Apart from that, with the maidsafe system, already without any self-destruct function on your data, your own computers are clean and no traces are left on your drive if you so wish. So it’s already a very strong protection against oppressive systems that want to control the ideas and communications of their people.

But like I said, for me it’s not a clear-cut issue. What is clear is that both in Europe as in the US (and probably elsewhere) it is a criminal act to destroy evidence. So building this into the SAFE network, or into an app brings to software project itself into a grey zone - but I’m no lawyer !!


#8

Yeah, not need to be hanging around in shades of grey, when the system works fine as is.

Although, I do agree with Thoreau on this. The individual, he insists, is never obliged to surrender conscience to the majority or to the State. If a law “is of such a nature that it requires you to be the agent of injustice to another,” he declares, “then, I say, break the law.”


#9

You guys are assuming the user lives like you, and not in an oppressive regime. It’s just as valid for good, to help a persecuted group protect themselves and others from an oppressive state, or from corrupt state officers.

I agree it could be portrayed as for criminals, but so could Tor, and that is US government funded.

We are creating a technology that can and will be used for good and bad, so we need to consider both sides while considering whether features should be included or not on this basis.


#10

i completely agree. Reading over my comment again, I’m dead wrong, I apologize.

What I was trying to get across is whether or not it’s something you bake into the protocol/system, or do you just let someone develop that as an application on top.

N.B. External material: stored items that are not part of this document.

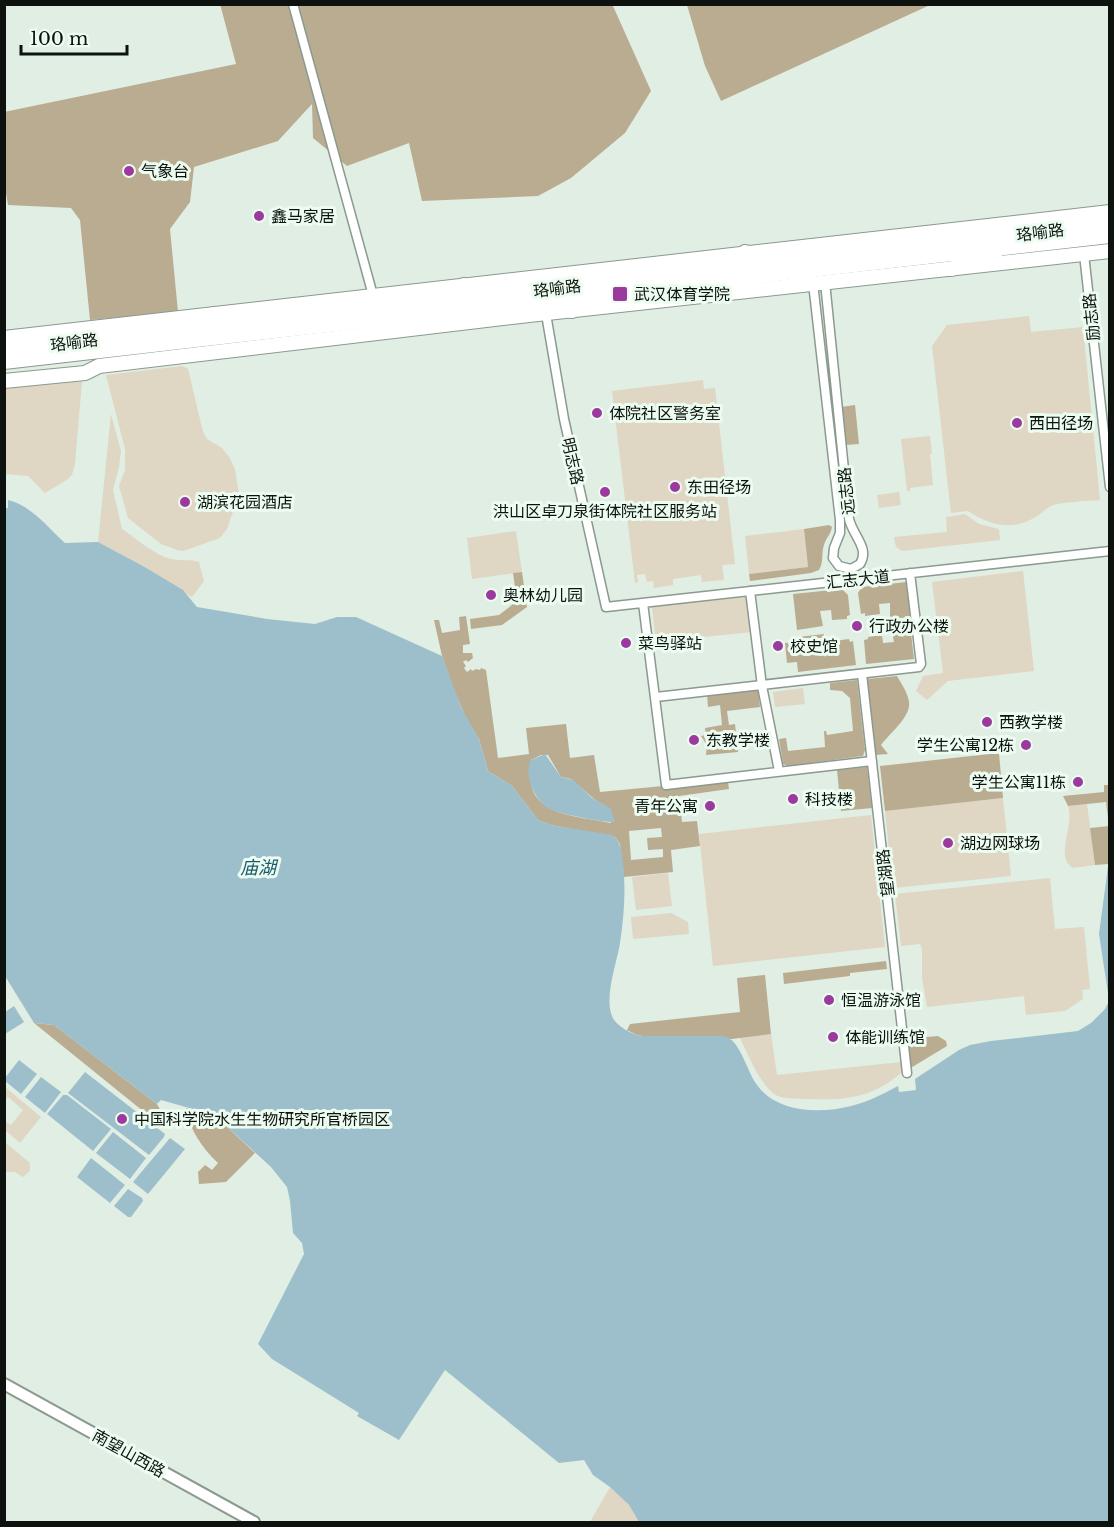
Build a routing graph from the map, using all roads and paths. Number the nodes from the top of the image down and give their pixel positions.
1 (293, 4) edge
2 (1110, 212) edge
3 (1110, 224) edge
4 (1110, 236) edge
5 (1030, 245) junction
6 (1110, 251) edge
7 (746, 252) junction
8 (1084, 254) junction
9 (787, 267) junction
10 (951, 269) junction
11 (819, 282) junction
12 (464, 285) junction
13 (508, 294) junction
14 (533, 302) junction
15 (572, 311) junction
16 (214, 314) junction
17 (377, 314) junction
18 (546, 314) junction
19 (172, 330) junction
20 (4, 338) edge
21 (4, 351) edge
22 (4, 362) edge
23 (4, 381) edge
24 (1110, 487) edge
25 (1110, 551) edge
26 (862, 562) junction
27 (837, 565) junction
28 (910, 573) junction
29 (879, 577) junction
30 (824, 582) junction
31 (750, 591) junction
32 (643, 603) junction
33 (606, 607) joint
34 (862, 674) junction
35 (762, 686) junction
36 (656, 697) junction
37 (872, 761) junction
38 (779, 771) junction
39 (907, 1073) dead end
40 (4, 1384) edge
41 (254, 1522) edge

1 - 17 street
2 - 7 main road
3 - 9 main road, 珞喻路
4 - 5 main road, 珞喻路
5 - 9 main road, 珞喻路
5 - 10 main road
6 - 8 main road
7 - 9 main road
7 - 12 main road
8 - 10 main road
8 - 24 street, 励志路
9 - 11 main road
9 - 13 main road, 珞喻路
9 - 14 main road, 珞喻路
10 - 11 main road
11 - 15 main road
11 - 26 street, 远志路
11 - 27 street, 远志路
12 - 13 main road
12 - 17 main road
13 - 17 main road, 珞喻路
14 - 15 main road
14 - 17 main road, 珞喻路
15 - 18 main road
16 - 17 main road
16 - 19 main road
16 - 20 main road
17 - 18 main road
17 - 19 main road, 珞喻路
17 - 22 main road, 珞喻路
17 - 23 main road
18 - 33 street, 明志路
19 - 21 main road, 珞喻路
25 - 28 street, 汇志大道
26 - 27 street
26 - 29 street
27 - 30 street
28 - 29 street, 汇志大道
28 - 34 street
29 - 30 street, 汇志大道
30 - 31 street, 汇志大道
31 - 32 street, 汇志大道
31 - 35 street
32 - 33 street, 汇志大道
32 - 36 street
34 - 35 street
34 - 37 street, 望湖路
35 - 36 street
35 - 38 street
36 - 38 street
37 - 38 street
37 - 39 street, 望湖路
40 - 41 street, 南望山西路

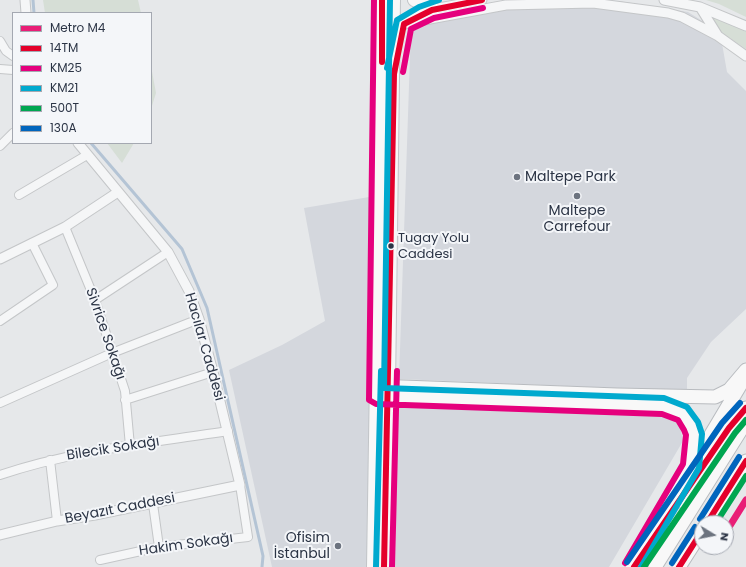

EDIT: And by baking it into the protocol, could that create a massive possibility for an attack? An accidental SAFE kill switch.


#11

A proud moment, love seeing this. It is a strength we all need. Spot on @russell this forums working very well. @happybeing your keeping us right man, must be the calming influence of the water :smiley: I got lost in this one for a while to and could have made the same mistake I think. Tricky areas and tackling them is great fun though.


#12

@russell @dirvine :slight_smile:

The kill switch is a good point. I’m not arguing either way, just about how we decide what to include or exclude. We must take care indeed!